[Saved data entries]
=-=-=

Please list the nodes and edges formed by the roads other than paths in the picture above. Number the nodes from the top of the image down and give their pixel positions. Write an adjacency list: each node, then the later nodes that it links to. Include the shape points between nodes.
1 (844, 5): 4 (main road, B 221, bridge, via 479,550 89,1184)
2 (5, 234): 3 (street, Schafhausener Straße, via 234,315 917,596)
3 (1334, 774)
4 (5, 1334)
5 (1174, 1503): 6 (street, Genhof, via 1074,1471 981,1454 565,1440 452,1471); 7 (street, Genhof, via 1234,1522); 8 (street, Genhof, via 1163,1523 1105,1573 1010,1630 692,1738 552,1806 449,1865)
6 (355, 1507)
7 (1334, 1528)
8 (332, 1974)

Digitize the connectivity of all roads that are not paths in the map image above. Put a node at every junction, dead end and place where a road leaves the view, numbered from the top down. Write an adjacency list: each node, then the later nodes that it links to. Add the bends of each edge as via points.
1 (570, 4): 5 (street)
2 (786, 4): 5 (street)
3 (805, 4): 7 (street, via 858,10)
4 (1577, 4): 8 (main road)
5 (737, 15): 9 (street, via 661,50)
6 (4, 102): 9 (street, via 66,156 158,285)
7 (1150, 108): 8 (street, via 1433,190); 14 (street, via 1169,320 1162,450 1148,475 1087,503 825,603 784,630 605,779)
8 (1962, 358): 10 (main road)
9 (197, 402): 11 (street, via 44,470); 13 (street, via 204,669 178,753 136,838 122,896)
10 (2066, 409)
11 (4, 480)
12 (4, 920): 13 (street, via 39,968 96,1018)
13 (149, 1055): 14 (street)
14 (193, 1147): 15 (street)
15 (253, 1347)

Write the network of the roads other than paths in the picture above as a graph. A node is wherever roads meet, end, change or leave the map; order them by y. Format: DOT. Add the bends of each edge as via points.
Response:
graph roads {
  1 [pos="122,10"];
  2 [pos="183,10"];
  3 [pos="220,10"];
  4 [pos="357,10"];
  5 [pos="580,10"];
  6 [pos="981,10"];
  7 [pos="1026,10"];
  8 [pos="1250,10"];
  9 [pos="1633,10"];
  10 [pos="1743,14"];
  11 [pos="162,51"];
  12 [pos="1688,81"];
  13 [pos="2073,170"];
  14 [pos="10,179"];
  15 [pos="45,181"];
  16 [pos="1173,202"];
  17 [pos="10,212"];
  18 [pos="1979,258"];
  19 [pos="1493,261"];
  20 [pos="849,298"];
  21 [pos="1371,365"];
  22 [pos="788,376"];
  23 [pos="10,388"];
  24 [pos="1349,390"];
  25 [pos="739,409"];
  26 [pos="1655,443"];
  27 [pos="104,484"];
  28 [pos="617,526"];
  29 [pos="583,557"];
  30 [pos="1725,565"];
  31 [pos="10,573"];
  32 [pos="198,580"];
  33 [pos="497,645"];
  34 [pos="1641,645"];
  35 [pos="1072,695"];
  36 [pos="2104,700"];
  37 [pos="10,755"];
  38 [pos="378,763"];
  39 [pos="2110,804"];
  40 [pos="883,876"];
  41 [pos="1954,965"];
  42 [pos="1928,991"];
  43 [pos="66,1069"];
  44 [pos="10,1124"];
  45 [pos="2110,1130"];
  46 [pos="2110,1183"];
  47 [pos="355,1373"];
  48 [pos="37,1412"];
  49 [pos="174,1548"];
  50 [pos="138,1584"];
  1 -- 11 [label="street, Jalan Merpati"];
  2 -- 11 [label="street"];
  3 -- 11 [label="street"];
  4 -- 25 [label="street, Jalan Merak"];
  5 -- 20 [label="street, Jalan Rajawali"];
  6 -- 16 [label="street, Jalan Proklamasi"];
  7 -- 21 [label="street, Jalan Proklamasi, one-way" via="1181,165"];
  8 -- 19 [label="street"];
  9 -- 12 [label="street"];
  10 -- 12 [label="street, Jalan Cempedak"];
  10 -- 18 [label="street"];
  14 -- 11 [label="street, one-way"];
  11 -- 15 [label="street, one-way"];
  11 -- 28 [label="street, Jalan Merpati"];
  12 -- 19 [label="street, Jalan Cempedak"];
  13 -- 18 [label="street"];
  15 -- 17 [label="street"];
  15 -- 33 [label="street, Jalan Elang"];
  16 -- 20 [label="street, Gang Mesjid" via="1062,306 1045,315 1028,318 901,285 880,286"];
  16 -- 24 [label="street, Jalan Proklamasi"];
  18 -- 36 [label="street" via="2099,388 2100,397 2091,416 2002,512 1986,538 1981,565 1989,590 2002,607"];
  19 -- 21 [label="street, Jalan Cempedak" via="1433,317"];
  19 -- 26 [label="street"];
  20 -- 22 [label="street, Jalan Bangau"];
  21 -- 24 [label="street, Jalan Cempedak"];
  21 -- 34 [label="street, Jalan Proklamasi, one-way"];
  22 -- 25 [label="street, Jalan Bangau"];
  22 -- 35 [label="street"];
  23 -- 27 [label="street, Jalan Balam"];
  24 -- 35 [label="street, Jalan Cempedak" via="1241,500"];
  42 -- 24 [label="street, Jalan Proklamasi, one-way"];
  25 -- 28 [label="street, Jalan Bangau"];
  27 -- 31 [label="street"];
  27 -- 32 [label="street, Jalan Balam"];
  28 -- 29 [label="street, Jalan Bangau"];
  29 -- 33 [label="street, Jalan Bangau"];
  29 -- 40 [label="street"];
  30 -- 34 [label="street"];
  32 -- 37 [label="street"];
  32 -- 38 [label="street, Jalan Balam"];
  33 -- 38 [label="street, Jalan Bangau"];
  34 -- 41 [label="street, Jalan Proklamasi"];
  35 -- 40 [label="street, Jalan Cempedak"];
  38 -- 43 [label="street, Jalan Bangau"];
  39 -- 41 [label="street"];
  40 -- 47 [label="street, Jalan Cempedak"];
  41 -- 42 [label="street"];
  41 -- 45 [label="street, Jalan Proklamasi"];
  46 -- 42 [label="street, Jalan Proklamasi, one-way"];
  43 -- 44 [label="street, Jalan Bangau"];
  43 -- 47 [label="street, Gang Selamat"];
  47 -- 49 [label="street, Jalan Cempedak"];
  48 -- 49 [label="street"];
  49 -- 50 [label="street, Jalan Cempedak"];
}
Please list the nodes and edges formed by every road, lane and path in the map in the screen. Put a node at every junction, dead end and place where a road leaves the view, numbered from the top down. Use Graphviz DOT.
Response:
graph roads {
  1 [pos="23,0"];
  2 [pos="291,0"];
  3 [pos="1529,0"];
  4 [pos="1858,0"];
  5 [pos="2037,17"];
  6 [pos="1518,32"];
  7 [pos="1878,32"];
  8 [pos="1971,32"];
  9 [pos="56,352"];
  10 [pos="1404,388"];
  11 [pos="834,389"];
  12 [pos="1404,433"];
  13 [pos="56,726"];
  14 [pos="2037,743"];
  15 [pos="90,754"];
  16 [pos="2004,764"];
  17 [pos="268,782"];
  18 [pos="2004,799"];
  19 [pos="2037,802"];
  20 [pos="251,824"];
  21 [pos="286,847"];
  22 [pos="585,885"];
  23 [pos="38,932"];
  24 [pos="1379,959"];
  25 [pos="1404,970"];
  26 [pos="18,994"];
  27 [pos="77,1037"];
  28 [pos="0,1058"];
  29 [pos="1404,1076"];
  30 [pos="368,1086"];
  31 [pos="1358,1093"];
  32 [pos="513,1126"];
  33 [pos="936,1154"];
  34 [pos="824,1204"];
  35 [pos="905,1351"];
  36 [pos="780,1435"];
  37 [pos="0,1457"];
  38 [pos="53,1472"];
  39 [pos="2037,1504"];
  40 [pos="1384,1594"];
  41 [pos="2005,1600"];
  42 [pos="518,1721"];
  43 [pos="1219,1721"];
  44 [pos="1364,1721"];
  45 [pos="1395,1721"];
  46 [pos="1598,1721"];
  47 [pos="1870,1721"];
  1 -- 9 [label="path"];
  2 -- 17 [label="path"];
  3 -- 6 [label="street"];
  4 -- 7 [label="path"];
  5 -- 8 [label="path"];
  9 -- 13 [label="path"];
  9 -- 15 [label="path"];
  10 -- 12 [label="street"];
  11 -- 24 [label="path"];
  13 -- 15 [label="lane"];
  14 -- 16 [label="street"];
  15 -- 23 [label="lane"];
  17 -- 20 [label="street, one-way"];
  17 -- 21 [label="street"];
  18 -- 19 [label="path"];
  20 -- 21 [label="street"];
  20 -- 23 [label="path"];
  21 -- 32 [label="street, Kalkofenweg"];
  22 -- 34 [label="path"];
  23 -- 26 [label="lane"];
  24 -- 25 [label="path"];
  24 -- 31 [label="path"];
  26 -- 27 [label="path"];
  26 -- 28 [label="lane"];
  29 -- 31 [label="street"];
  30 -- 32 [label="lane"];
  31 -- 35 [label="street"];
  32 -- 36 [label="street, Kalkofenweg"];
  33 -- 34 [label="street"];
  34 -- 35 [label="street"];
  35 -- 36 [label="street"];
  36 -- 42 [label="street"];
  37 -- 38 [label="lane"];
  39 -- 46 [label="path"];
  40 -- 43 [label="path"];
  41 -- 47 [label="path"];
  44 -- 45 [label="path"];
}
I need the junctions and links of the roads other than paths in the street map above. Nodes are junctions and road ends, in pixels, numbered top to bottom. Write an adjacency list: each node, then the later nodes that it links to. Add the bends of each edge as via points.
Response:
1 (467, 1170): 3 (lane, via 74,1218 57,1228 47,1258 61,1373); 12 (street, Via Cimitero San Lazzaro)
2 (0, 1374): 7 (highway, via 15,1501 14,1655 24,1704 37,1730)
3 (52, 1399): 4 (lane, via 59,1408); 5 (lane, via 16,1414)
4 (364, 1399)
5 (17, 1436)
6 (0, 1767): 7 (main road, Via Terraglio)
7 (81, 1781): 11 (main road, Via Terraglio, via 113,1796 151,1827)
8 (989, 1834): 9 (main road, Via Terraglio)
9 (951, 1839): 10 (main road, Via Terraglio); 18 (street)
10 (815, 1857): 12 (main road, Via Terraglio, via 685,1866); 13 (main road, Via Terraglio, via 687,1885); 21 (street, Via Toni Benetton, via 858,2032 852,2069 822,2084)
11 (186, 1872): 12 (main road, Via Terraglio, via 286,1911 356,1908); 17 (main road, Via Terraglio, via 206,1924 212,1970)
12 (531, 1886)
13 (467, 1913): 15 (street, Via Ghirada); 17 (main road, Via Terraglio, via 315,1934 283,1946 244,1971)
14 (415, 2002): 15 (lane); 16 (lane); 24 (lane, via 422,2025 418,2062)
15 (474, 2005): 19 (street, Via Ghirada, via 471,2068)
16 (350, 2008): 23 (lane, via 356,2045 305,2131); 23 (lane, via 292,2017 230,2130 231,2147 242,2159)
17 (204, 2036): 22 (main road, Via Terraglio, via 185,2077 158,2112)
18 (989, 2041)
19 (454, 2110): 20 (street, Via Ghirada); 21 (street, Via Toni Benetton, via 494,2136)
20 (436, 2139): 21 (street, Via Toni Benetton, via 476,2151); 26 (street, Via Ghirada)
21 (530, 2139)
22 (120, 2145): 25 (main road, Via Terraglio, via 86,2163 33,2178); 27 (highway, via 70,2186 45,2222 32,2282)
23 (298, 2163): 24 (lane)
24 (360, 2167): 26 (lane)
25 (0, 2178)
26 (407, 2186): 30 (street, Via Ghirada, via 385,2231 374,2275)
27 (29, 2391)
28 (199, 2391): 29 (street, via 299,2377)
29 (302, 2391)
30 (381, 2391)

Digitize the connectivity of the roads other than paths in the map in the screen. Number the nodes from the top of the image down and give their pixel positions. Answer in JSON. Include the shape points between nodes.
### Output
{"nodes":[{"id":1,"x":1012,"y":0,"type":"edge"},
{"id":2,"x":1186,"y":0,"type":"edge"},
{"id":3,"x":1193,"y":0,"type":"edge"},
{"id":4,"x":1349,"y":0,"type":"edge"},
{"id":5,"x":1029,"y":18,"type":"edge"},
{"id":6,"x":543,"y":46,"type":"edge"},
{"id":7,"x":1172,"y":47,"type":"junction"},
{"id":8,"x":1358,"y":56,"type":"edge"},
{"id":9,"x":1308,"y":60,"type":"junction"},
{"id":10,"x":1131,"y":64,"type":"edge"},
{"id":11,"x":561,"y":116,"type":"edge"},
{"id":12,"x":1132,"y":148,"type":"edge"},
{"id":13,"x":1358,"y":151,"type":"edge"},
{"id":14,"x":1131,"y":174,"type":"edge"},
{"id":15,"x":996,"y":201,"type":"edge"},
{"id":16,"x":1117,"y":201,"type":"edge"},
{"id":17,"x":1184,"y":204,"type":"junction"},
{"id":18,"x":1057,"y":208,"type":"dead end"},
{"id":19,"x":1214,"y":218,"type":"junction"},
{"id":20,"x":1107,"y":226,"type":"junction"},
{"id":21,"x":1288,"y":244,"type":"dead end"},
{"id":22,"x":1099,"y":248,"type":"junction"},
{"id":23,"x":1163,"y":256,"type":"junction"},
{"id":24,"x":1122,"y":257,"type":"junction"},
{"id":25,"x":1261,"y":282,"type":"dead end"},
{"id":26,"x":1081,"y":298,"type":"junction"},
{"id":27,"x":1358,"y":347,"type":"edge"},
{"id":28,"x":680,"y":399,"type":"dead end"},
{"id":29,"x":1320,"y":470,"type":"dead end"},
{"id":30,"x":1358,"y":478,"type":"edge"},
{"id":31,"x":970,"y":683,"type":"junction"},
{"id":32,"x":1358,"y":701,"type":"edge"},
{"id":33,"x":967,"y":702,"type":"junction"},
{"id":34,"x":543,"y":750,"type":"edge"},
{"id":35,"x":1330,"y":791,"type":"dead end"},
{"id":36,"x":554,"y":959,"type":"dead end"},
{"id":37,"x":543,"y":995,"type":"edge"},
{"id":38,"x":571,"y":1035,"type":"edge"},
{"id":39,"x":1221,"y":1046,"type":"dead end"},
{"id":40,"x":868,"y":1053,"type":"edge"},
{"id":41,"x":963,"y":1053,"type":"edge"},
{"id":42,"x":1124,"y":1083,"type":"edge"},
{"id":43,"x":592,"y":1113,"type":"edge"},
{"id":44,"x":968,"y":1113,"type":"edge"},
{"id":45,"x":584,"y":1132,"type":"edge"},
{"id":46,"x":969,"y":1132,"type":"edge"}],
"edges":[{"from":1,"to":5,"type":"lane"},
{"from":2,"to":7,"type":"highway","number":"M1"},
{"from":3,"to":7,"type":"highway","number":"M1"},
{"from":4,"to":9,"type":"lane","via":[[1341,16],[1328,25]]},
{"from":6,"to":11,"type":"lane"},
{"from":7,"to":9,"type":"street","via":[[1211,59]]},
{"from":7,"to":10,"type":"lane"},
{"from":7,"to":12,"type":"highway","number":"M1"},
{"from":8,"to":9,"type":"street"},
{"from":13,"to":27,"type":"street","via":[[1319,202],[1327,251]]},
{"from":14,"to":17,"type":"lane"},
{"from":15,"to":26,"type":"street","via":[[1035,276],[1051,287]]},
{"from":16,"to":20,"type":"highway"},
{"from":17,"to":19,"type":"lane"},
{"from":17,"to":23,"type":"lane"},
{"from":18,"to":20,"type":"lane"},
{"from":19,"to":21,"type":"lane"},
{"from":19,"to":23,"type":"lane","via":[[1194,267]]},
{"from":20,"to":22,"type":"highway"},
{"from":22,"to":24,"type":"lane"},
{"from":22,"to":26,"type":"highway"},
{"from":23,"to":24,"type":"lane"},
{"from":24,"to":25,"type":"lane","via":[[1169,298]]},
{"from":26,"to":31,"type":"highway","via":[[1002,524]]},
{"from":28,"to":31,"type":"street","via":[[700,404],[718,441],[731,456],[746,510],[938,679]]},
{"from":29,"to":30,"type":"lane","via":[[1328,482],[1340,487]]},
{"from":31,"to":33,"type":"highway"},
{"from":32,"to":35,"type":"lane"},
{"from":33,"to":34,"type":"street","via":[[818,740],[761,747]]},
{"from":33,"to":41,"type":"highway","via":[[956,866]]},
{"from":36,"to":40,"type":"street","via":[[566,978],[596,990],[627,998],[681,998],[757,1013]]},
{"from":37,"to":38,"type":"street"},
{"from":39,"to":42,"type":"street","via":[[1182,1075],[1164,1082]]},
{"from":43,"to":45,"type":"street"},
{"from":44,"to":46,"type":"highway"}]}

=-=-=

#### [The task]
What is the number of lines in the entries above that contain the word "other"? Answer with that number only.

#### [Answer to this task]
4